DESIGN: Retrospective cohort study.
DATA SOURCE: United Kingdom's Clinical Practice Research Datalink.
PATIENTS: A total of 119,912 adults with no previous cancer diagnosis who were new users of AMOABs-darifenacin, fesoterodine, oxybutynin, solifenacin, tolterodine, or trospium-between January 2004 and December 2012.
MEASUREMENTS AND MAIN RESULTS: Sex-specific incidence rates per 1000 person-years and 95% confidence intervals (CIs) were estimated for each study cancer (bladder, breast, colorectal, lung, melanoma, non-Hodgkin lymphoma, pancreatic, prostate, renal, and uterine cancer) overall and stratified by time since cohort entry and by cumulative AMOAB dose.
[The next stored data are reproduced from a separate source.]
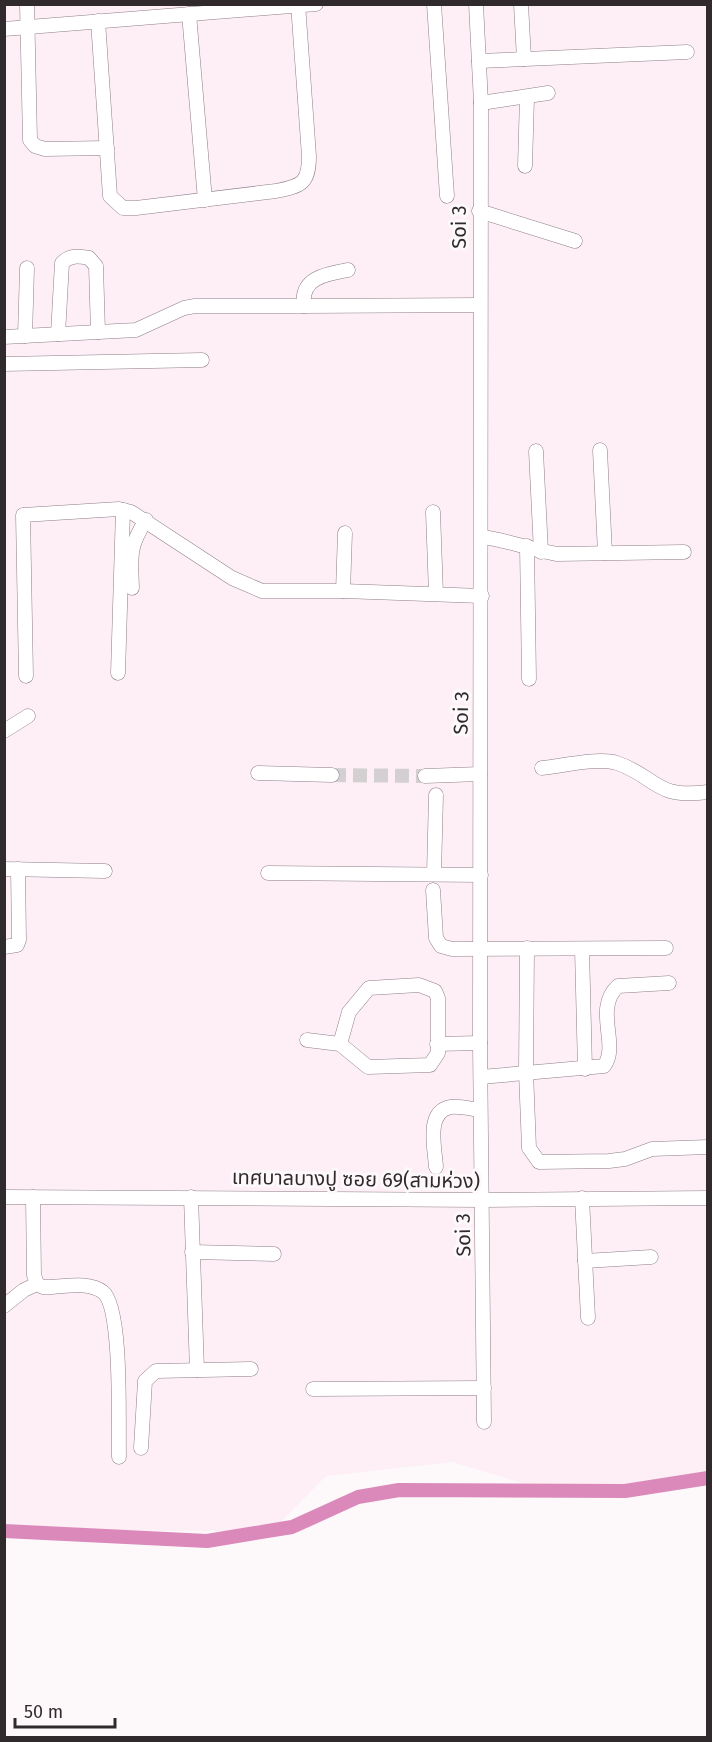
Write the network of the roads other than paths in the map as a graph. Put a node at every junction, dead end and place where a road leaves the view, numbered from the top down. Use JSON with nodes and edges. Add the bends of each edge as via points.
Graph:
{"nodes":[{"id":1,"x":27,"y":4,"type":"edge"},
{"id":2,"x":316,"y":4,"type":"edge"},
{"id":3,"x":434,"y":4,"type":"edge"},
{"id":4,"x":476,"y":4,"type":"edge"},
{"id":5,"x":521,"y":4,"type":"edge"},
{"id":6,"x":298,"y":5,"type":"edge"},
{"id":7,"x":137,"y":11,"type":"edge"},
{"id":8,"x":189,"y":14,"type":"junction"},
{"id":9,"x":98,"y":21,"type":"junction"},
{"id":10,"x":28,"y":27,"type":"junction"},
{"id":11,"x":4,"y":29,"type":"edge"},
{"id":12,"x":687,"y":52,"type":"dead end"},
{"id":13,"x":524,"y":59,"type":"junction"},
{"id":14,"x":479,"y":61,"type":"junction"},
{"id":15,"x":548,"y":93,"type":"dead end"},
{"id":16,"x":527,"y":97,"type":"junction"},
{"id":17,"x":481,"y":103,"type":"junction"},
{"id":18,"x":107,"y":148,"type":"junction"},
{"id":19,"x":525,"y":166,"type":"dead end"},
{"id":20,"x":447,"y":196,"type":"dead end"},
{"id":21,"x":205,"y":200,"type":"junction"},
{"id":22,"x":478,"y":211,"type":"junction"},
{"id":23,"x":575,"y":241,"type":"dead end"},
{"id":24,"x":27,"y":268,"type":"dead end"},
{"id":25,"x":348,"y":270,"type":"dead end"},
{"id":26,"x":480,"y":305,"type":"junction"},
{"id":27,"x":304,"y":306,"type":"junction"},
{"id":28,"x":98,"y":332,"type":"junction"},
{"id":29,"x":58,"y":334,"type":"junction"},
{"id":30,"x":25,"y":336,"type":"junction"},
{"id":31,"x":4,"y":337,"type":"edge"},
{"id":32,"x":202,"y":360,"type":"dead end"},
{"id":33,"x":4,"y":364,"type":"edge"},
{"id":34,"x":600,"y":450,"type":"dead end"},
{"id":35,"x":536,"y":451,"type":"dead end"},
{"id":36,"x":123,"y":510,"type":"junction"},
{"id":37,"x":433,"y":513,"type":"dead end"},
{"id":38,"x":146,"y":520,"type":"junction"},
{"id":39,"x":345,"y":533,"type":"dead end"},
{"id":40,"x":482,"y":537,"type":"junction"},
{"id":41,"x":527,"y":546,"type":"junction"},
{"id":42,"x":541,"y":552,"type":"junction"},
{"id":43,"x":684,"y":552,"type":"dead end"},
{"id":44,"x":605,"y":553,"type":"junction"},
{"id":45,"x":132,"y":588,"type":"dead end"},
{"id":46,"x":343,"y":591,"type":"junction"},
{"id":47,"x":436,"y":594,"type":"junction"},
{"id":48,"x":482,"y":596,"type":"junction"},
{"id":49,"x":118,"y":673,"type":"dead end"},
{"id":50,"x":26,"y":676,"type":"dead end"},
{"id":51,"x":530,"y":679,"type":"dead end"},
{"id":52,"x":28,"y":716,"type":"dead end"},
{"id":53,"x":4,"y":731,"type":"edge"},
{"id":54,"x":542,"y":768,"type":"dead end"},
{"id":55,"x":258,"y":773,"type":"dead end"},
{"id":56,"x":480,"y":774,"type":"junction"},
{"id":57,"x":332,"y":775,"type":"tunnel mouth"},
{"id":58,"x":425,"y":776,"type":"tunnel mouth"},
{"id":59,"x":708,"y":792,"type":"edge"},
{"id":60,"x":436,"y":795,"type":"dead end"},
{"id":61,"x":11,"y":869,"type":"edge"},
{"id":62,"x":105,"y":871,"type":"dead end"},
{"id":63,"x":268,"y":873,"type":"dead end"},
{"id":64,"x":434,"y":874,"type":"junction"},
{"id":65,"x":481,"y":875,"type":"junction"},
{"id":66,"x":433,"y":890,"type":"dead end"},
{"id":67,"x":4,"y":946,"type":"edge"},
{"id":68,"x":527,"y":948,"type":"junction"},
{"id":69,"x":666,"y":948,"type":"dead end"},
{"id":70,"x":582,"y":949,"type":"junction"},
{"id":71,"x":480,"y":950,"type":"junction"},
{"id":72,"x":669,"y":983,"type":"dead end"},
{"id":73,"x":307,"y":1040,"type":"dead end"},
{"id":74,"x":480,"y":1043,"type":"junction"},
{"id":75,"x":340,"y":1044,"type":"junction"},
{"id":76,"x":437,"y":1044,"type":"junction"},
{"id":77,"x":585,"y":1069,"type":"junction"},
{"id":78,"x":526,"y":1072,"type":"junction"},
{"id":79,"x":481,"y":1077,"type":"junction"},
{"id":80,"x":480,"y":1110,"type":"junction"},
{"id":81,"x":708,"y":1147,"type":"edge"},
{"id":82,"x":436,"y":1167,"type":"dead end"},
{"id":83,"x":4,"y":1197,"type":"edge"},
{"id":84,"x":33,"y":1197,"type":"junction"},
{"id":85,"x":191,"y":1197,"type":"junction"},
{"id":86,"x":582,"y":1198,"type":"junction"},
{"id":87,"x":708,"y":1198,"type":"edge"},
{"id":88,"x":482,"y":1200,"type":"junction"},
{"id":89,"x":192,"y":1252,"type":"junction"},
{"id":90,"x":274,"y":1254,"type":"dead end"},
{"id":91,"x":651,"y":1257,"type":"dead end"},
{"id":92,"x":585,"y":1261,"type":"junction"},
{"id":93,"x":37,"y":1284,"type":"junction"},
{"id":94,"x":4,"y":1306,"type":"edge"},
{"id":95,"x":588,"y":1318,"type":"dead end"},
{"id":96,"x":251,"y":1369,"type":"dead end"},
{"id":97,"x":197,"y":1370,"type":"junction"},
{"id":98,"x":484,"y":1388,"type":"junction"},
{"id":99,"x":313,"y":1389,"type":"dead end"},
{"id":100,"x":484,"y":1422,"type":"dead end"},
{"id":101,"x":141,"y":1448,"type":"dead end"},
{"id":102,"x":119,"y":1457,"type":"dead end"}],
"edges":[{"from":1,"to":10,"type":"street"},
{"from":2,"to":6,"type":"street"},
{"from":3,"to":20,"type":"street"},
{"from":4,"to":14,"type":"street","name":"Soi 3"},
{"from":5,"to":13,"type":"street"},
{"from":6,"to":8,"type":"street"},
{"from":6,"to":21,"type":"street","via":[[309,173],[296,187]]},
{"from":7,"to":8,"type":"street"},
{"from":7,"to":9,"type":"street"},
{"from":8,"to":21,"type":"street"},
{"from":9,"to":10,"type":"street"},
{"from":9,"to":18,"type":"street"},
{"from":10,"to":11,"type":"street"},
{"from":10,"to":18,"type":"street","via":[[30,140],[45,149]]},
{"from":12,"to":13,"type":"street"},
{"from":13,"to":14,"type":"street"},
{"from":14,"to":17,"type":"street","name":"Soi 3"},
{"from":15,"to":16,"type":"street"},
{"from":16,"to":17,"type":"street"},
{"from":16,"to":19,"type":"street"},
{"from":17,"to":22,"type":"street","name":"Soi 3"},
{"from":18,"to":21,"type":"street","via":[[110,196],[116,205],[136,208]]},
{"from":22,"to":23,"type":"street"},
{"from":22,"to":26,"type":"street","name":"Soi 3"},
{"from":24,"to":30,"type":"street"},
{"from":25,"to":27,"type":"street","via":[[319,276],[309,283],[303,295]]},
{"from":26,"to":27,"type":"street"},
{"from":26,"to":40,"type":"street","name":"Soi 3"},
{"from":27,"to":28,"type":"street","via":[[195,306],[136,330]]},
{"from":28,"to":29,"type":"street"},
{"from":28,"to":29,"type":"street","via":[[96,266],[89,258],[79,256],[62,263]]},
{"from":29,"to":30,"type":"street"},
{"from":30,"to":31,"type":"street"},
{"from":32,"to":33,"type":"street"},
{"from":34,"to":44,"type":"street"},
{"from":35,"to":42,"type":"street"},
{"from":36,"to":38,"type":"street"},
{"from":36,"to":49,"type":"street"},
{"from":36,"to":50,"type":"street","via":[[23,514]]},
{"from":37,"to":47,"type":"street"},
{"from":38,"to":45,"type":"street","via":[[133,539]]},
{"from":38,"to":46,"type":"street","via":[[252,589]]},
{"from":39,"to":46,"type":"street"},
{"from":40,"to":41,"type":"street"},
{"from":40,"to":48,"type":"street","name":"Soi 3"},
{"from":41,"to":42,"type":"street"},
{"from":41,"to":51,"type":"street"},
{"from":42,"to":44,"type":"street"},
{"from":43,"to":44,"type":"street"},
{"from":46,"to":47,"type":"street"},
{"from":47,"to":48,"type":"street"},
{"from":48,"to":56,"type":"street","name":"Soi 3"},
{"from":52,"to":53,"type":"street"},
{"from":54,"to":59,"type":"street","via":[[606,761],[665,791]]},
{"from":55,"to":57,"type":"street"},
{"from":56,"to":58,"type":"street"},
{"from":56,"to":65,"type":"street","name":"Soi 3"},
{"from":60,"to":64,"type":"street"},
{"from":61,"to":62,"type":"street"},
{"from":61,"to":67,"type":"street","via":[[19,940],[17,945]]},
{"from":63,"to":64,"type":"street"},
{"from":64,"to":65,"type":"street"},
{"from":65,"to":71,"type":"street","name":"Soi 3"},
{"from":66,"to":71,"type":"street","via":[[436,938],[441,946]]},
{"from":68,"to":70,"type":"street"},
{"from":68,"to":71,"type":"street"},
{"from":68,"to":78,"type":"street"},
{"from":69,"to":70,"type":"street"},
{"from":70,"to":77,"type":"street"},
{"from":71,"to":74,"type":"street","name":"Soi 3"},
{"from":72,"to":77,"type":"street","via":[[618,986],[612,991],[606,1005],[607,1062]]},
{"from":73,"to":75,"type":"street"},
{"from":74,"to":76,"type":"street"},
{"from":74,"to":79,"type":"street","name":"Soi 3"},
{"from":75,"to":76,"type":"street","via":[[368,1067],[421,1067],[436,1060]]},
{"from":75,"to":76,"type":"street","via":[[349,1012],[369,988],[419,985],[429,987],[438,998]]},
{"from":77,"to":78,"type":"street"},
{"from":78,"to":79,"type":"street"},
{"from":78,"to":81,"type":"street","via":[[529,1148],[539,1162],[625,1160],[652,1149]]},
{"from":79,"to":80,"type":"street","name":"Soi 3"},
{"from":80,"to":82,"type":"street","via":[[451,1107],[436,1116]]},
{"from":80,"to":88,"type":"street","name":"Soi 3"},
{"from":83,"to":84,"type":"street","name":"เทศบาลบางปู ซอย 69(สามห่วง)"},
{"from":84,"to":85,"type":"street","name":"เทศบาลบางปู ซอย 69(สามห่วง)"},
{"from":84,"to":93,"type":"street"},
{"from":85,"to":88,"type":"street","name":"เทศบาลบางปู ซอย 69(สามห่วง)"},
{"from":85,"to":89,"type":"street"},
{"from":86,"to":87,"type":"street","name":"เทศบาลบางปู ซอย 69(สามห่วง)"},
{"from":86,"to":88,"type":"street","name":"เทศบาลบางปู ซอย 69(สามห่วง)"},
{"from":86,"to":92,"type":"street"},
{"from":88,"to":98,"type":"street","name":"Soi 3"},
{"from":89,"to":90,"type":"street"},
{"from":89,"to":97,"type":"street"},
{"from":91,"to":92,"type":"street"},
{"from":92,"to":95,"type":"street"},
{"from":93,"to":94,"type":"street"},
{"from":93,"to":102,"type":"street","via":[[95,1288],[109,1300],[117,1327]]},
{"from":96,"to":97,"type":"street"},
{"from":97,"to":101,"type":"street","via":[[156,1371],[145,1381]]},
{"from":98,"to":99,"type":"street"},
{"from":98,"to":100,"type":"street","name":"Soi 3"}]}
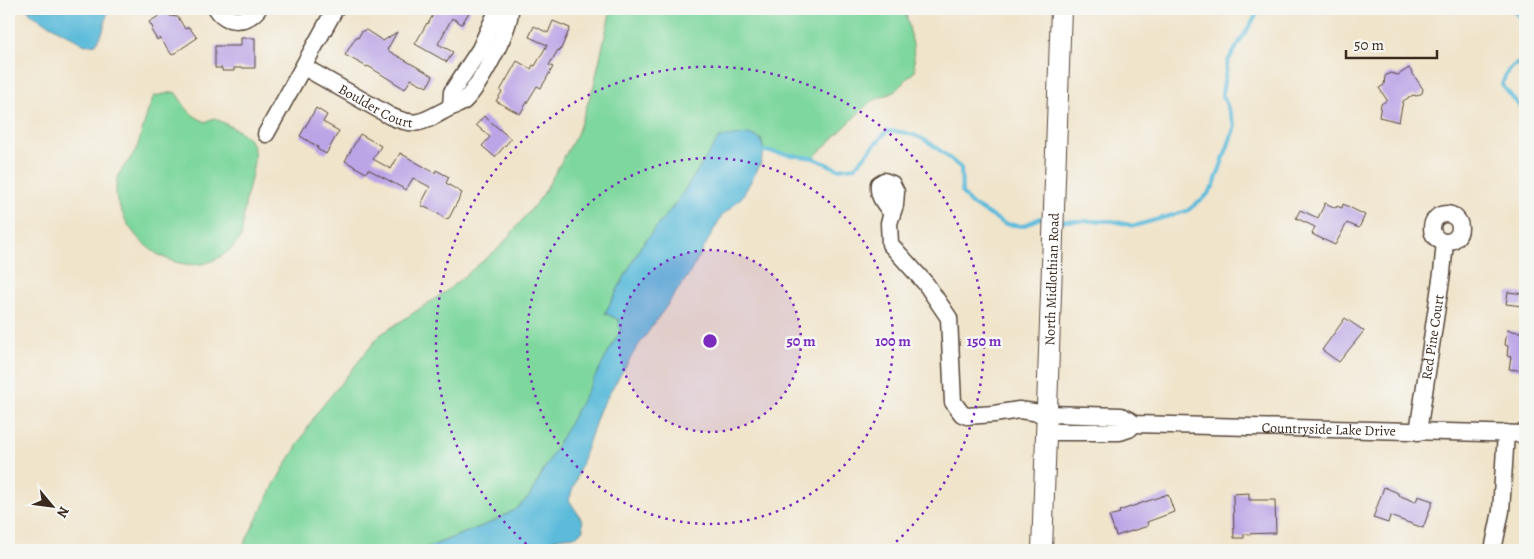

Among the 119,912 patients followed for 399,365 person-years, 4117 incident study cancers occurred. The incidence rate of prostate cancer was 14.2 (95% CI 12.9-15.5) in the year after cohort entry and decreased markedly thereafter. The incidence rate of bladder cancer was also higher in the year after cohort entry than subsequently (men: 5.5, 95% CI 4.8-6.4; women: 1.2, 95% CI 1.0-1.5). The incidence rates of both prostate and bladder cancer decreased with increasing cumulative dose of AMOAB. We observed no similar relations between incidence rates of other study cancers and time since cohort entry.
CONCLUSION: High incidence rates of bladder and prostate cancer soon after AMOAB initiation and a negative correlation between incidence and cumulative AMOAB dose suggest that protopathic bias is a more likely explanation for these findings than causality. (Protopathic bias in this context means patients' urinary symptoms prompted treatment with an AMOAB, but the symptoms were actually due to a cancer that was already present, although not yet diagnosed or not yet recorded.) To avoid unnecessary delays in the diagnosis of prostate and bladder cancer, physicians should consider these diseases in patients for whom treatment with AMOABs is indicated.